“Beste bezoeker, helaas is in de opbouw van de expositie een fout geslopen. We hebben de namen Huybrecht en Johannes door elkaar gehaald. Niet Huybregt is naar de kolonie gestuurd zoals er staat, maar zijn broer Johannes. Dit zal zo spoedig mogelijk aangepast worden in de expositie.”
JOHANNES KOMAN
Wat is geluk?
Twee broers uit een groot gezin groeien samen op. Beide blond, blauwe ogen: de een vijf jaar ouder dan de ander. Johannes wordt 67 jaar. Zijn ouder broer Huybrecht slechts 59. Maar leeftijd zegt niet alles, want de een sterft alleen in bittere armoede, de ander als een held met honderden nakomelingen.
Oorlog als kans
Hun voorouders leven al vanaf de middeleeuwen in Yerseke, Zeeland. Ze zijn boer, werken in de zoutwinning of handelen in turf. Ze hebben het relatief goed, maar trekken rond 1800 weg. Rijke grootgrondbezitters nemen steeds meer land over, de huren worden onbetaalbaar. De familie wordt eenvoudig landarbeider. Ze krijgen te maken met hoge voedselprijzen en komen maar moeilijk rond.

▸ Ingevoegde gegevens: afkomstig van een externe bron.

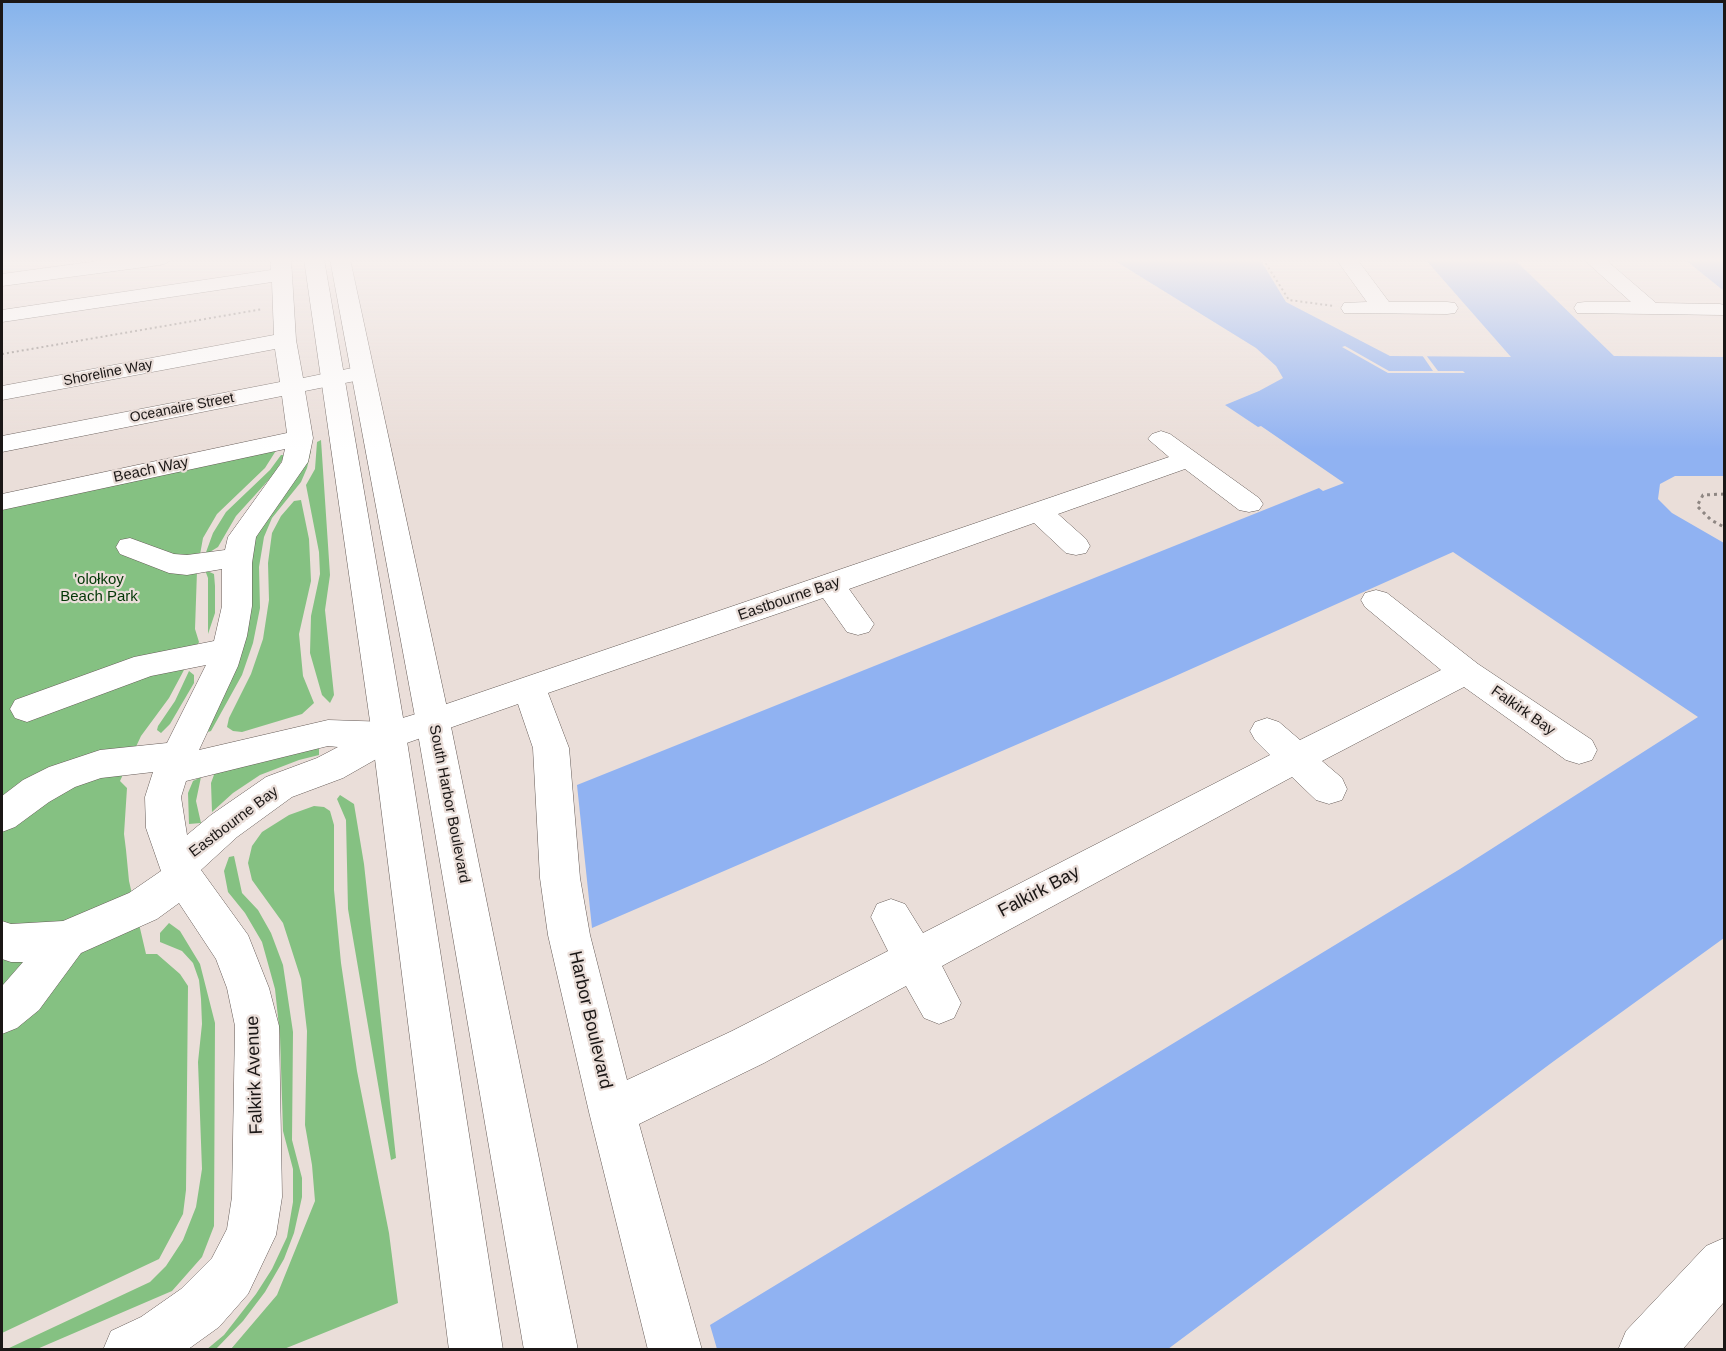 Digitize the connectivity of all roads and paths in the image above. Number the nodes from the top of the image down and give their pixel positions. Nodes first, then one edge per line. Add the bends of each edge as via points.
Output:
1 (186, 322) edge
2 (284, 322) edge
3 (332, 322) edge
4 (344, 322) edge
5 (285, 340) junction
6 (2, 354) edge
7 (347, 375) junction
8 (292, 386) junction
9 (2, 393) edge
10 (300, 438) junction
11 (1161, 439) dead end
12 (2, 444) edge
13 (1188, 459) junction
14 (1725, 494) edge
15 (2, 502) edge
16 (1249, 504) dead end
17 (1038, 512) junction
18 (1725, 527) edge
19 (1076, 546) dead end
20 (130, 547) dead end
21 (238, 557) junction
22 (830, 585) junction
23 (1377, 600) dead end
24 (858, 624) dead end
25 (227, 650) junction
26 (1466, 672) junction
27 (529, 687) junction
28 (27, 708) dead end
29 (433, 722) junction
30 (1267, 731) dead end
31 (389, 735) junction
32 (1579, 750) dead end
33 (1296, 758) junction
34 (175, 763) junction
35 (1329, 789) dead end
36 (2, 816) edge
37 (181, 871) junction
38 (891, 917) dead end
39 (2, 940) edge
40 (66, 940) junction
41 (915, 957) junction
42 (939, 1004) dead end
43 (2, 1012) edge
44 (612, 1112) junction
45 (1725, 1264) edge
46 (130, 1350) edge
47 (476, 1350) edge
48 (551, 1350) edge
49 (675, 1350) edge
50 (1645, 1350) edge

1 - 6 path
2 - 5 street
3 - 7 street, South Harbor Boulevard
4 - 7 street, South Harbor Boulevard
5 - 8 street
5 - 9 street, Shoreline Way
7 - 8 street, Oceanaire Street
7 - 29 street, South Harbor Boulevard
7 - 31 street, South Harbor Boulevard
8 - 10 street
8 - 12 street, Oceanaire Street
10 - 15 street, Beach Way
10 - 21 street, Falkirk Avenue via 295,462 242,537
11 - 13 street
13 - 16 street
13 - 17 street, Eastbourne Bay
14 - 18 path via 1703,495 1697,506
17 - 19 street
17 - 22 street, Eastbourne Bay
20 - 21 street via 170,563 187,565
21 - 25 street, Falkirk Avenue via 237,606
22 - 24 street
22 - 27 street, Eastbourne Bay
23 - 26 street, Falkirk Bay
25 - 28 street via 146,665
25 - 34 street, Falkirk Avenue
26 - 32 street, Falkirk Bay
26 - 33 street, Falkirk Bay
27 - 29 street, Eastbourne Bay
27 - 44 street, Harbor Boulevard via 551,748 560,878 569,935
29 - 31 street, Eastbourne Bay
29 - 48 street, South Harbor Boulevard
30 - 33 street
31 - 34 street, Eastbourne Bay via 328,733 215,761
31 - 37 street, Eastbourne Bay via 330,768 279,787 224,826
31 - 47 street, South Harbor Boulevard
33 - 35 street
33 - 41 street, Falkirk Bay
34 - 36 street, Eastbourne Bay via 137,759 100,764 36,790
34 - 37 street, Falkirk Avenue via 163,797 165,828
37 - 40 street, Eastbourne Bay via 142,906
37 - 46 street, Falkirk Avenue via 233,949 257,1026 257,1197 251,1235 230,1276 200,1308 160,1336
38 - 41 street
39 - 40 street
40 - 43 street via 24,995
41 - 42 street
41 - 44 street, Falkirk Bay via 748,1047
44 - 49 street, Harbor Boulevard
45 - 50 street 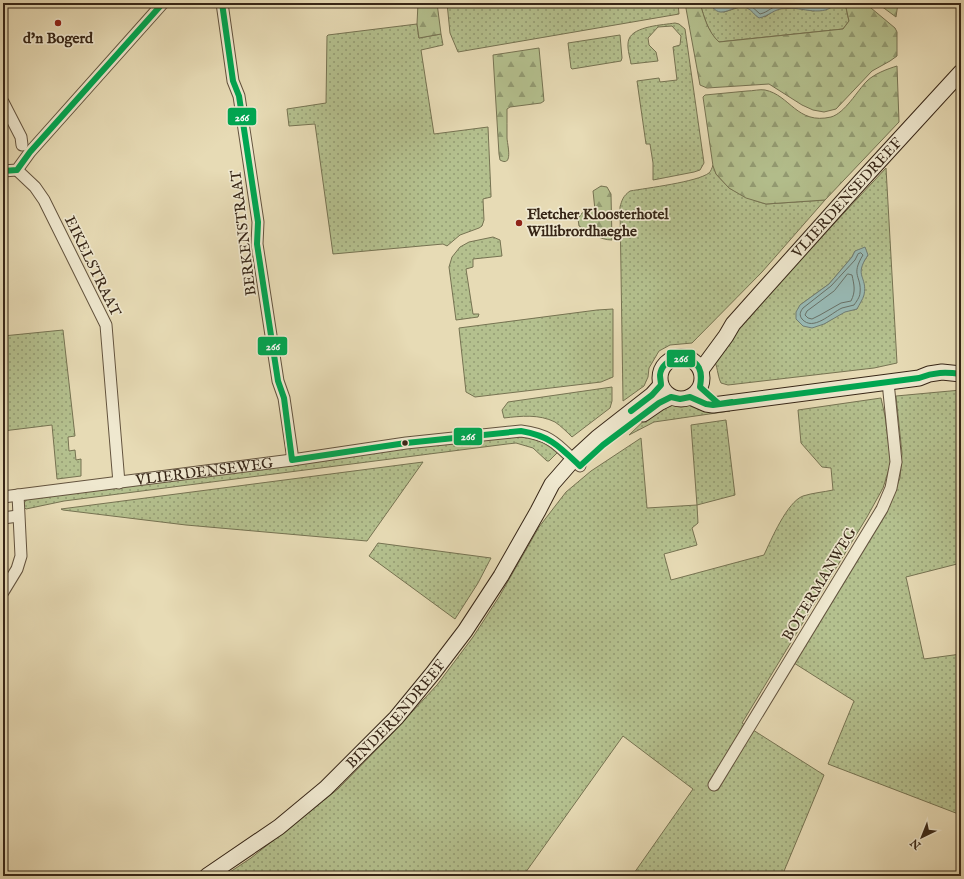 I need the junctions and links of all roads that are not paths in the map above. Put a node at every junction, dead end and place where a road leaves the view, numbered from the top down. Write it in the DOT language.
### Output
graph roads {
  1 [pos="163,3"];
  2 [pos="222,3"];
  3 [pos="961,72"];
  4 [pos="3,102"];
  5 [pos="3,118"];
  6 [pos="26,148"];
  7 [pos="17,170"];
  8 [pos="3,171"];
  9 [pos="696,365"];
  10 [pos="959,374"];
  11 [pos="888,382"];
  12 [pos="661,385"];
  13 [pos="695,392"];
  14 [pos="671,397"];
  15 [pos="292,460"];
  16 [pos="577,463"];
  17 [pos="119,483"];
  18 [pos="18,495"];
  19 [pos="3,497"];
  20 [pos="18,516"];
  21 [pos="3,518"];
  22 [pos="3,592"];
  23 [pos="714,785"];
  24 [pos="207,876"];
  1 -- 6 [label="street"];
  2 -- 15 [label="street, BERKENSTRAAT"];
  3 -- 9 [label="main road, VLIERDENSEDREEF"];
  4 -- 6 [label="street"];
  5 -- 6 [label="street"];
  6 -- 7 [label="street"];
  7 -- 8 [label="street"];
  7 -- 17 [label="street, EIKELSTRAAT"];
  9 -- 12 [label="main road"];
  9 -- 13 [label="main road"];
  10 -- 11 [label="main road"];
  11 -- 13 [label="main road"];
  11 -- 23 [label="street, BOTERMANWEG"];
  12 -- 14 [label="main road"];
  12 -- 16 [label="main road"];
  13 -- 14 [label="main road"];
  14 -- 16 [label="main road"];
  15 -- 16 [label="street, VLIERDENSEWEG"];
  15 -- 17 [label="street, VLIERDENSEWEG"];
  16 -- 24 [label="main road, BINDERENDREEF"];
  17 -- 18 [label="street, VLIERDENSEWEG"];
  18 -- 19 [label="street, VLIERDENSEWEG"];
  18 -- 20 [label="street"];
  20 -- 21 [label="street"];
  20 -- 22 [label="street"];
} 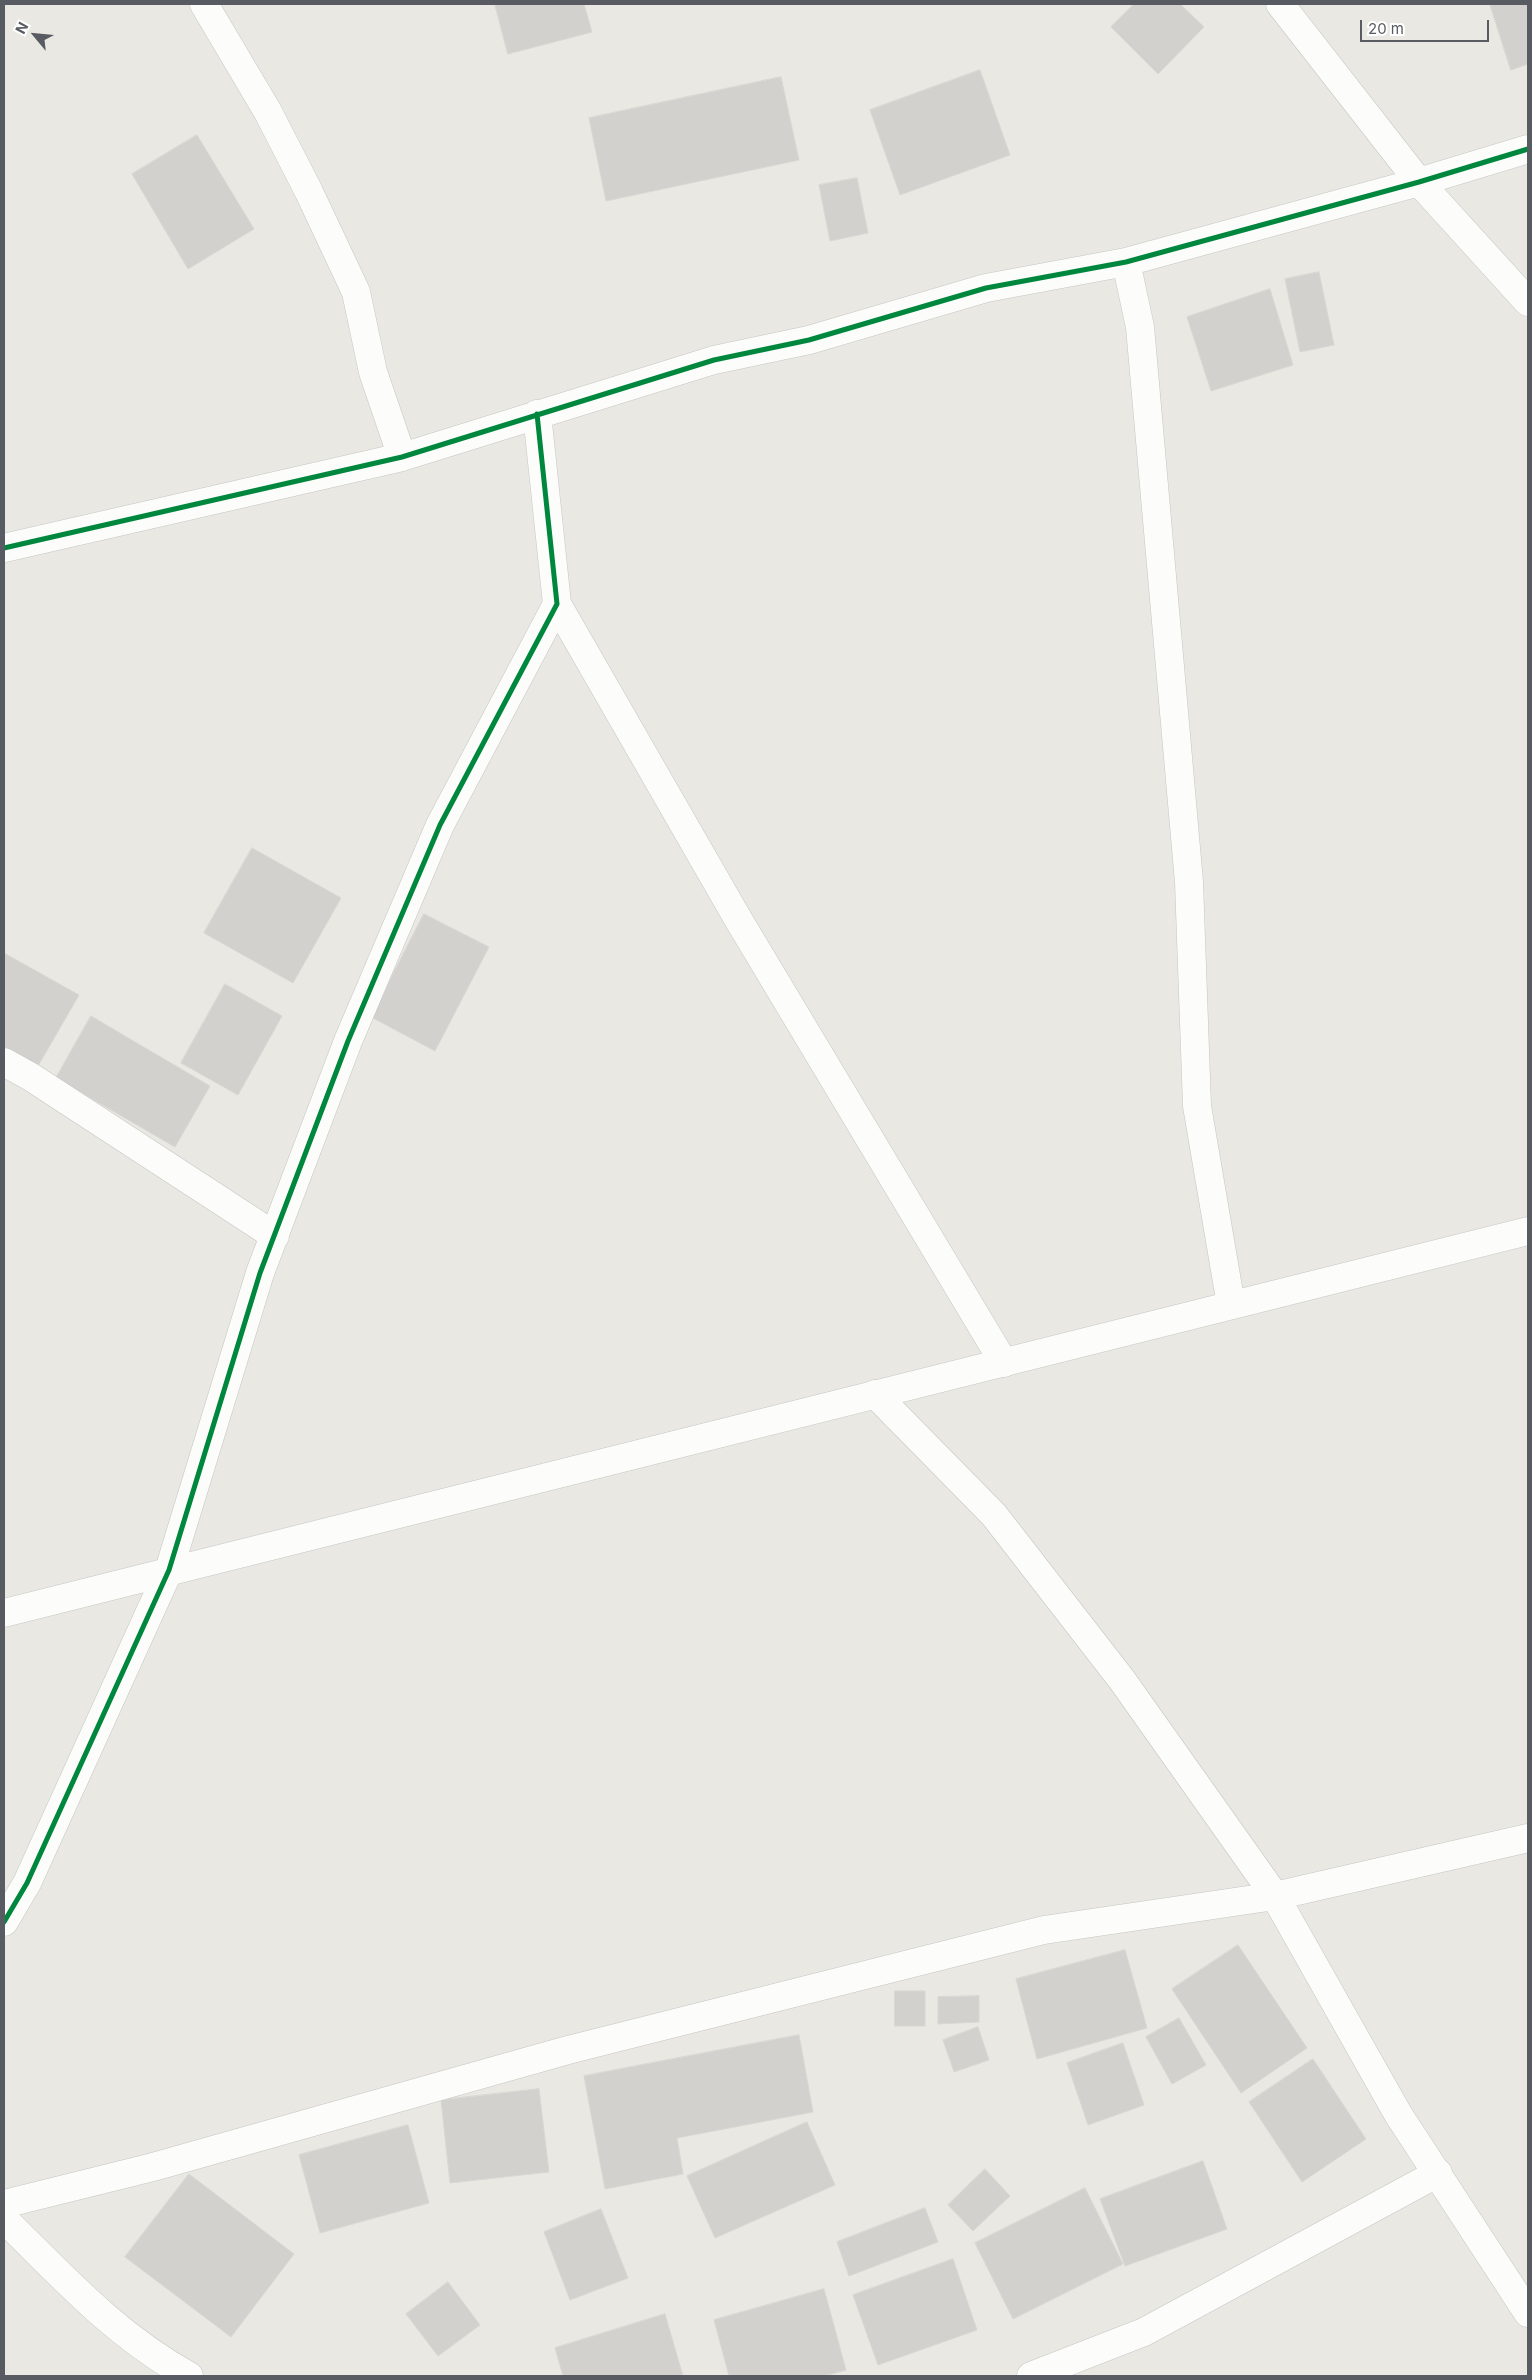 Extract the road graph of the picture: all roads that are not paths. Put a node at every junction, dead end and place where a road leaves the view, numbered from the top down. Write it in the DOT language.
graph roads {
  1 [pos="204,4"];
  2 [pos="1280,4"];
  3 [pos="1528,149"];
  4 [pos="1418,182"];
  5 [pos="1126,262"];
  6 [pos="1528,302"];
  7 [pos="537,414"];
  8 [pos="402,457"];
  9 [pos="4,548"];
  10 [pos="557,604"];
  11 [pos="4,1062"];
  12 [pos="1528,1231"];
  13 [pos="275,1236"];
  14 [pos="1231,1305"];
  15 [pos="1004,1363"];
  16 [pos="875,1394"];
  17 [pos="169,1570"];
  18 [pos="4,1613"];
  19 [pos="1528,1838"];
  20 [pos="1276,1896"];
  21 [pos="4,1922"];
  22 [pos="1438,2173"];
  23 [pos="4,2204"];
  24 [pos="4,2219"];
  25 [pos="1528,2312"];
  26 [pos="189,2376"];
  27 [pos="1031,2376"];
  1 -- 8 [label="street"];
  2 -- 4 [label="street"];
  3 -- 4 [label="street"];
  4 -- 5 [label="street"];
  4 -- 6 [label="street"];
  5 -- 7 [label="street"];
  5 -- 14 [label="street"];
  7 -- 8 [label="street"];
  7 -- 10 [label="street"];
  8 -- 9 [label="street"];
  10 -- 13 [label="street"];
  10 -- 15 [label="street"];
  11 -- 13 [label="street"];
  12 -- 14 [label="street"];
  13 -- 17 [label="street"];
  14 -- 15 [label="street"];
  15 -- 16 [label="street"];
  16 -- 17 [label="street"];
  16 -- 20 [label="street"];
  17 -- 18 [label="street"];
  17 -- 21 [label="street"];
  19 -- 20 [label="street"];
  20 -- 22 [label="street"];
  20 -- 23 [label="street"];
  22 -- 25 [label="street"];
  22 -- 27 [label="street"];
  24 -- 26 [label="street"];
}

Johannes (18) en Huybrecht (24) zien kansen in de oorlog tegen de Belgen. In het leger is er vaste soldij en je kunt jezelf opwerken.
Ze komen op verschillende plekken terecht: de oudste bij Nijmegen, een zwaarbewaakte vesting, waar weinig gebeurt. Geen kans op glorie. Bovendien heeft hij een bochel, waarvoor hij zeven jaar later uit het leger wordt ontslagen. De jongste neemt deel aan de Tiendaagse Veldtocht. Hij marcheert 250 kilometer naar Sint-Truiden en uiteindelijk Antwerpen, onderweg een spoor van vernieling en doden trekkend. Hij krijgt er een Metalen Kruis voor en de Medaille van de Citadel Antwerpen.
De held
Na de Franse verovering van de citadel Antwerpen, wordt Huybregt gevangengenomen en moet nog eens zeven dagen lopen door de vrieskou naar Sint-Omaars. Samen met drieduizend mannen zit hij daar maandenlang gevangen. Hij keert terug en trouwt in Werkendam met zijn Maria. Hij krijgt diaconale taken en klust bij als getuige bij geboortes. Zo worden ze welgesteld. Ze krijgen zeven kinderen, waarvan de meesten visser of mandenmaker worden. Hun nageslacht leeft nog steeds en is uitgevlogen over grote delen van de wereld, hoewel de meesten nog in Werkendam wonen.
De pechvogel
Zijn jongste broer Johannes heeft minder geluk. In het straatarme Nederland komt iemand met een lichamelijk gebrek dan slecht aan werk. Hij meldt zich vrijwillig in Veenhuizen aan. Op die manier heeft hij tenminste even werk. Het strenge regime bevalt hem niet, want na een jaar vraagt hij al ontslag. Zestien jaar later wordt er weer iets van hem vernomen. Hij is dan kleermaker… en door de rechtbank veroordeeld voor mishandeling. Tijdens een avondje stappen in Groede, krijgt hij ruzie met de herbergier. Hij slaat, wordt eruit gezet en slaat vervolgens de herbergiersvrouw. Daarna dringt hij binnen en steekt een bezoeker die probeert in te grijpen met een mes onder zijn linkeroog. De schade valt volgens de slachtoffers mee, maar Johannes wordt opgesloten in de gevangenis van Middelburg en moet een flinke boete betalen.
Eindstation Ommerschans
Hij pakt zijn beroep weer op, maar de zaken gaan slecht. Twintig jaar later wordt hij veroordeeld voor landloperij. Waarschijnlijk is hij langs de deuren gegaan om werk te vragen. Dat mag niet en daarom wordt hij naar de Rijkswerkinstelling Ommerschans gestuurd. Een jaar later overlijdt hij, moederziel alleen.